LA(q, A -> omega .) = Union {FOLLOW(p,A) | p in PRED(q, omega)}

where PRED(q, omega) = {p | GOTO(p, omega)=q}

> The problem I'm having is in regards to the example grammar in Tremblay ---
> my implementation is emitting one extra LOOKAHEAD relation which I can't for
> the life of me reason why it is incorrect. It is:
>
> (12, T -> T * f) LOOKBACK (8, T)
>
> Which implies that the following statement is true: "when the top of the
> stack reads state 12 and spells out T * f, reduction by T -> T * f will pop
> three symbols off the stack and reveal state 8 (which has a nonterminal
> transition on T)".

I can' help on that without the grammar specification.

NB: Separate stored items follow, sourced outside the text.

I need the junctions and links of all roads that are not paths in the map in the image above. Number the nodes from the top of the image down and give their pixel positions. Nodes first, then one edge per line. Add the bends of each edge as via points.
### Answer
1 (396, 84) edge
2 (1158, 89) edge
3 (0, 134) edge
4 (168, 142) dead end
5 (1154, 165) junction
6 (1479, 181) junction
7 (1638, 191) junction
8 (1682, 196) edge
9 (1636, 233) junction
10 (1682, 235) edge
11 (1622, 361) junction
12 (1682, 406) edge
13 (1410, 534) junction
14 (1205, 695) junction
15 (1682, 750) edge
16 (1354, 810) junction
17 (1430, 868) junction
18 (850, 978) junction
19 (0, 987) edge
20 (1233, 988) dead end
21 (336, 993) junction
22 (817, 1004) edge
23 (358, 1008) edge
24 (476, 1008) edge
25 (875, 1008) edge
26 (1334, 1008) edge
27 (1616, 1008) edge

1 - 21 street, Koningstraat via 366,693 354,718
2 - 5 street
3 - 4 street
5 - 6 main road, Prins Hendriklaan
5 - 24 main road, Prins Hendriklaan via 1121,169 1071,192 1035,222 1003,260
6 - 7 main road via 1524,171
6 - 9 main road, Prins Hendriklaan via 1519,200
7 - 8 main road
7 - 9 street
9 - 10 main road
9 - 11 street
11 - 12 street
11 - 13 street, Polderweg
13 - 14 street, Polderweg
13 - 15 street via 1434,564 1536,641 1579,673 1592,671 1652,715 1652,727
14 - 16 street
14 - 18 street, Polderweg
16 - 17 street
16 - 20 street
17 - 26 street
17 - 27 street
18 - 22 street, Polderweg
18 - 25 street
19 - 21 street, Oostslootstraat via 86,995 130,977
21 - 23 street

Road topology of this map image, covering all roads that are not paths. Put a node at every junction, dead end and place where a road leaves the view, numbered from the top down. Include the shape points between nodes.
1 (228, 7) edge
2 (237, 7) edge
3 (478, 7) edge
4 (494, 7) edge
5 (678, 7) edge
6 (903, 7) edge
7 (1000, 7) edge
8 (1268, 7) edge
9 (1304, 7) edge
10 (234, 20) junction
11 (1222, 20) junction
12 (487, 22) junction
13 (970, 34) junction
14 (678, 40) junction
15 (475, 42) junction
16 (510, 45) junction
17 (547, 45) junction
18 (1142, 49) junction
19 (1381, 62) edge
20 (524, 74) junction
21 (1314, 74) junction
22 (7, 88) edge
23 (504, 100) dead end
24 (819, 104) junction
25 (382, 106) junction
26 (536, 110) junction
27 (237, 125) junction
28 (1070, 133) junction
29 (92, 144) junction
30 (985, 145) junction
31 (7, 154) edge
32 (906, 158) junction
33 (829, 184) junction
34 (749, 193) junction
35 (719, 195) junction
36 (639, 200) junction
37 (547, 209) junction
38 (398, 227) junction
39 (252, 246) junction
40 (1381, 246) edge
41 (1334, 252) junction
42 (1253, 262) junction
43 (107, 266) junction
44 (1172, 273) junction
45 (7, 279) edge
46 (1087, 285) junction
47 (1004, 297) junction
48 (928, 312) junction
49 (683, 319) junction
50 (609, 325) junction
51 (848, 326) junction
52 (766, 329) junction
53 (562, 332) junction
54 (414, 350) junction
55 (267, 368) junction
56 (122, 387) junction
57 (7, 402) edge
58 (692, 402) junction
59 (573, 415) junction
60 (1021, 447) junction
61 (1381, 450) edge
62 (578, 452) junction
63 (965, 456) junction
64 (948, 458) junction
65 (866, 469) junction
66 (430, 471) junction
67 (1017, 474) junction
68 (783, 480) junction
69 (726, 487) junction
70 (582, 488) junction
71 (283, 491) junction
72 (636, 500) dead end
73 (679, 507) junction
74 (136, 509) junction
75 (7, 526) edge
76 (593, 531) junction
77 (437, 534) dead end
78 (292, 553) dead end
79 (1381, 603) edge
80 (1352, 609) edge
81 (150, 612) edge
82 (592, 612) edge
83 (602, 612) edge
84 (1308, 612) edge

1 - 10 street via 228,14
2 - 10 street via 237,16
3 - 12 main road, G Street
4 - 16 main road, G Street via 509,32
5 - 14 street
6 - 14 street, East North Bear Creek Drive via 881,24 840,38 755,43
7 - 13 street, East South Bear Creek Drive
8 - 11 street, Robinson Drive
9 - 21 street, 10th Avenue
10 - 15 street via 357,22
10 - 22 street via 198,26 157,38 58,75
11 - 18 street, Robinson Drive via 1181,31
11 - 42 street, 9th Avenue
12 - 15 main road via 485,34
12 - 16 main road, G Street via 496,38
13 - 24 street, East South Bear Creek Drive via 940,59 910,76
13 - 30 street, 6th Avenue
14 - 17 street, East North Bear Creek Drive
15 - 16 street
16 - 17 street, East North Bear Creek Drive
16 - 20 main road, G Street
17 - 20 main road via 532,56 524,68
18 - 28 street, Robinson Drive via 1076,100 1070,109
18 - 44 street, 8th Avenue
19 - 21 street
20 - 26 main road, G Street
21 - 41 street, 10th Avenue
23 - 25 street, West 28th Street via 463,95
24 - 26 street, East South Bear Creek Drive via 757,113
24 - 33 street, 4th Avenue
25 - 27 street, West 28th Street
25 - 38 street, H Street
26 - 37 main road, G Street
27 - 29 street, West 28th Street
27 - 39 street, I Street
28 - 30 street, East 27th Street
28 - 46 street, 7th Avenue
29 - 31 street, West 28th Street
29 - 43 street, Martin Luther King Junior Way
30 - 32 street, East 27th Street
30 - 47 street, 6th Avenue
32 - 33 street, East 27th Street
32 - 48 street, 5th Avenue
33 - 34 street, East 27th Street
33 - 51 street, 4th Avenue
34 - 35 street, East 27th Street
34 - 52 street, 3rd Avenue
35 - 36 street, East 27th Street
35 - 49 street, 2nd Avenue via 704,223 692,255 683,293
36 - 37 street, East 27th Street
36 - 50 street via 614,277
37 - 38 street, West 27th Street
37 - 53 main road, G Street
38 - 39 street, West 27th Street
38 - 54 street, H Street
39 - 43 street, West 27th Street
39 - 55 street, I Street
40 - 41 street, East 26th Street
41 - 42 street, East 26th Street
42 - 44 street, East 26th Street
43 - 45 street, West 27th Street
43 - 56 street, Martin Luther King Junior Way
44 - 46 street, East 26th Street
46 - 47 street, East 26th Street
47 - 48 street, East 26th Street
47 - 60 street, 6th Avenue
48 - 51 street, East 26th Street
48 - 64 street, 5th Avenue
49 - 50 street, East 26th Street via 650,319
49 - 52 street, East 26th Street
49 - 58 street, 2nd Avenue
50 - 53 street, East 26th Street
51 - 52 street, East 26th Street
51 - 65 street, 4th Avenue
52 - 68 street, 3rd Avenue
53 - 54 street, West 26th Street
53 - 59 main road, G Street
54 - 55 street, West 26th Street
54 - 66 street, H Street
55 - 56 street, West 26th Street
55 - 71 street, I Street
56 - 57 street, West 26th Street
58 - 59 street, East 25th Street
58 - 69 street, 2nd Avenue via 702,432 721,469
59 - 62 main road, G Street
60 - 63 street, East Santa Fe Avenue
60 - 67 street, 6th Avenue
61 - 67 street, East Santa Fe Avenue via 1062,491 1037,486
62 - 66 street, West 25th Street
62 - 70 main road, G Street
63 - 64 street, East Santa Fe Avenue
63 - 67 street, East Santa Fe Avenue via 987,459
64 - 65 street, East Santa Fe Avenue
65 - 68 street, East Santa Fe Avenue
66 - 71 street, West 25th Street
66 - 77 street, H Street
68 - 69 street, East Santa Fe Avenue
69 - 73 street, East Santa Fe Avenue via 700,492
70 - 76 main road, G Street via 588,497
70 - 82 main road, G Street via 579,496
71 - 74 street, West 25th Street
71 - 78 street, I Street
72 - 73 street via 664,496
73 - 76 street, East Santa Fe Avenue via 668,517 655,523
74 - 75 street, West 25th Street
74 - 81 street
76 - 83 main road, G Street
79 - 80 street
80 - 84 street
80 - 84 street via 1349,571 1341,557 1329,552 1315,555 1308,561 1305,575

> Given the example grammar, I don't see why this statement is false. I've
> analysed the possible configurations of the stack and that one seems
> perfectly valid to me, yet it is conspicously absent from Tremblay.

But maybe it could on other grammars...maybe Tremblay is wrong...without
the paper, I cannot say.

> This is how I am identifying LOOKBACK relations:
>
> foreach state p in the LR(0) machine
> do
> foreach item in p of the form [ A -> dot alpha ] /* an item with the dot
> at the front */
> do
> trace through the LR(0) machine along the path given by alpha
> until you hit the item with the dot at the end [ A -> alpha dot ] to
> get state q.
> add a relation (q, A -> alpha) LOOKBACK (p, A)
> done
> done
>

Looks like you're computing PRED(p, alpha) = {q | GOTO(q, alpha)=p}, and I
don't see any mistake...

I do it a very different way: while computing the LR(0) states, I keep a back
pointer to all the states which leads to one state. Then, knowing the length
of rule A -> alpha, I can build PRED(p, alpha) set just by finding states which
are length(alpha) away "back" from p. But that should lead to the same result.

> I expect that people who have implemented this algorithm or people who have
> studied the example in detail may be able to offer insight why my approach
> is flawed.

I'll try to implement your algorithm to compare results with mine which I know
is good (I compiled correctly a C++ grammar, with 825 rules, 1611 states, amongst
others, and I'm not the only one using it :)

If you give me the example grammar, I could give you a listing of the PRED set
I find...